AIM OF THE TASK
Please repeat the records below exactly, skipping any pictures.

EXTRACTED DATA
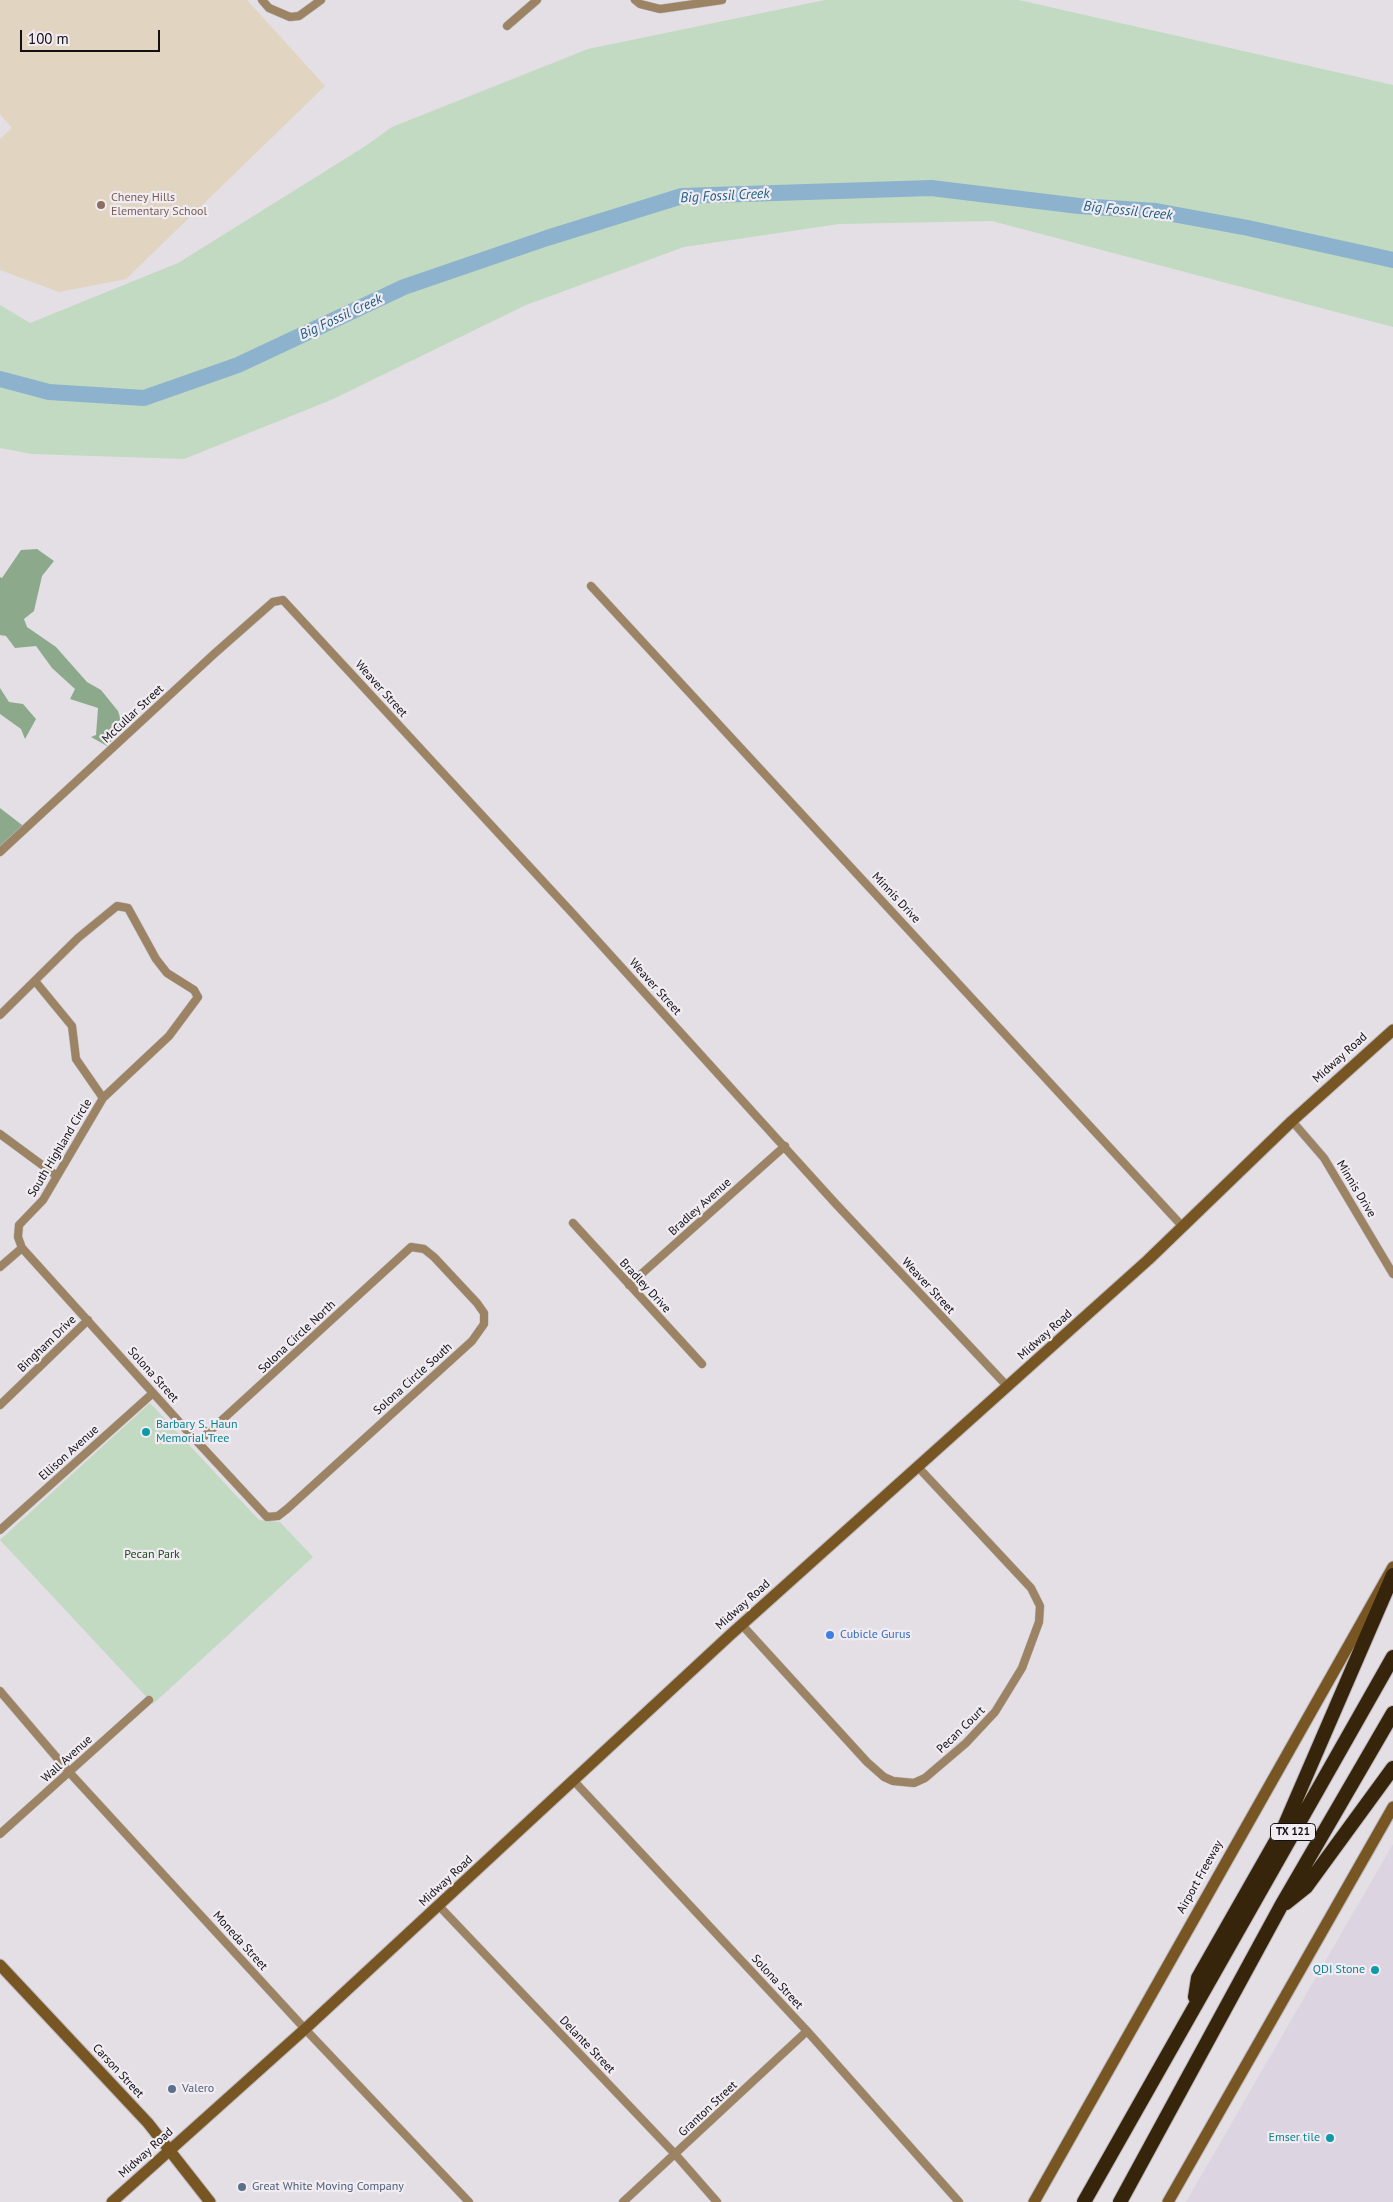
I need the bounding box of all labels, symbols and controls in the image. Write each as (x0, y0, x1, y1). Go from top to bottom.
scale bar (22, 20, 162, 52)
text: 100 m (28, 29, 69, 48)
water label: Big Fossil Creek (680, 185, 770, 207)
place label: Cheney Hills Elementary School (111, 191, 207, 219)
water label: Big Fossil Creek (1083, 198, 1173, 224)
marker: Cheney Hills Elementary School (95, 199, 107, 211)
water label: Big Fossil Creek (297, 290, 385, 344)
street label: Weaver Street (352, 658, 410, 720)
street label: McCullar Street (99, 682, 167, 746)
street label: Minnis Drive (869, 870, 923, 926)
street label: Weaver Street (626, 956, 684, 1018)
street label: Midway Road (1310, 1030, 1370, 1086)
street label: South Highland Circle (25, 1096, 95, 1200)
street label: Minnis Drive (1333, 1158, 1379, 1220)
street label: Bradley Avenue (666, 1175, 734, 1239)
street label: Weaver Street (898, 1255, 958, 1317)
street label: Bradley Drive (616, 1256, 674, 1316)
street label: Solona Circle North (255, 1297, 339, 1377)
street label: Midway Road (1015, 1307, 1075, 1363)
street label: Bingham Drive (15, 1313, 79, 1375)
street label: Solona Circle South (371, 1340, 455, 1418)
street label: Solona Street (125, 1345, 181, 1405)
place label: Barbary S. Haun Memorial Tree (156, 1418, 238, 1446)
street label: Ellison Avenue (36, 1422, 102, 1484)
marker: Barbary S. Haun Memorial Tree (140, 1426, 152, 1438)
park label: Pecan Park (124, 1548, 180, 1562)
street label: Midway Road (713, 1577, 773, 1633)
place label: Cubicle Gurus (840, 1628, 910, 1642)
marker: Cubicle Gurus (824, 1629, 836, 1641)
street label: Pecan Court (934, 1704, 988, 1756)
street label: Wall Avenue (39, 1733, 95, 1785)
road number: TX 121 (1270, 1824, 1316, 1840)
street label: Airport Freeway (1174, 1838, 1226, 1916)
street label: Midway Road (416, 1852, 476, 1910)
street label: Moneda Street (210, 1908, 270, 1974)
street label: Solona Street (748, 1952, 806, 2012)
place label: QDI Stone (1313, 1963, 1365, 1977)
marker: QDI Stone (1369, 1964, 1381, 1976)
street label: Delante Street (556, 2013, 618, 2077)
street label: Carson Street (89, 2041, 147, 2101)
street label: Granton Street (676, 2078, 740, 2140)
place label: Valero (182, 2082, 214, 2096)
marker: Valero (166, 2083, 178, 2095)
street label: Midway Road (116, 2125, 176, 2181)
place label: Emser tile (1269, 2131, 1320, 2145)
marker: Emser tile (1324, 2132, 1336, 2144)
place label: Great White Moving Company (252, 2180, 404, 2194)
marker: Great White Moving Company (236, 2181, 248, 2193)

ANSWER SECTION
I need the bounding box of all labels, symbols and controls in the image. Write each as (x0, y0, x1, y1). Go from top to bottom.
scale bar (22, 20, 162, 52)
text: 100 m (28, 29, 69, 48)
water label: Big Fossil Creek (680, 185, 770, 207)
place label: Cheney Hills Elementary School (111, 191, 207, 219)
water label: Big Fossil Creek (1083, 198, 1173, 224)
marker: Cheney Hills Elementary School (95, 199, 107, 211)
water label: Big Fossil Creek (297, 290, 385, 344)
street label: Weaver Street (352, 658, 410, 720)
street label: McCullar Street (99, 682, 167, 746)
street label: Minnis Drive (869, 870, 923, 926)
street label: Weaver Street (626, 956, 684, 1018)
street label: Midway Road (1310, 1030, 1370, 1086)
street label: South Highland Circle (25, 1096, 95, 1200)
street label: Minnis Drive (1333, 1158, 1379, 1220)
street label: Bradley Avenue (666, 1175, 734, 1239)
street label: Weaver Street (898, 1255, 958, 1317)
street label: Bradley Drive (616, 1256, 674, 1316)
street label: Solona Circle North (255, 1297, 339, 1377)
street label: Midway Road (1015, 1307, 1075, 1363)
street label: Bingham Drive (15, 1313, 79, 1375)
street label: Solona Circle South (371, 1340, 455, 1418)
street label: Solona Street (125, 1345, 181, 1405)
place label: Barbary S. Haun Memorial Tree (156, 1418, 238, 1446)
street label: Ellison Avenue (36, 1422, 102, 1484)
marker: Barbary S. Haun Memorial Tree (140, 1426, 152, 1438)
park label: Pecan Park (124, 1548, 180, 1562)
street label: Midway Road (713, 1577, 773, 1633)
place label: Cubicle Gurus (840, 1628, 910, 1642)
marker: Cubicle Gurus (824, 1629, 836, 1641)
street label: Pecan Court (934, 1704, 988, 1756)
street label: Wall Avenue (39, 1733, 95, 1785)
road number: TX 121 (1270, 1824, 1316, 1840)
street label: Airport Freeway (1174, 1838, 1226, 1916)
street label: Midway Road (416, 1852, 476, 1910)
street label: Moneda Street (210, 1908, 270, 1974)
street label: Solona Street (748, 1952, 806, 2012)
place label: QDI Stone (1313, 1963, 1365, 1977)
marker: QDI Stone (1369, 1964, 1381, 1976)
street label: Delante Street (556, 2013, 618, 2077)
street label: Carson Street (89, 2041, 147, 2101)
street label: Granton Street (676, 2078, 740, 2140)
place label: Valero (182, 2082, 214, 2096)
marker: Valero (166, 2083, 178, 2095)
street label: Midway Road (116, 2125, 176, 2181)
place label: Emser tile (1269, 2131, 1320, 2145)
marker: Emser tile (1324, 2132, 1336, 2144)
place label: Great White Moving Company (252, 2180, 404, 2194)
marker: Great White Moving Company (236, 2181, 248, 2193)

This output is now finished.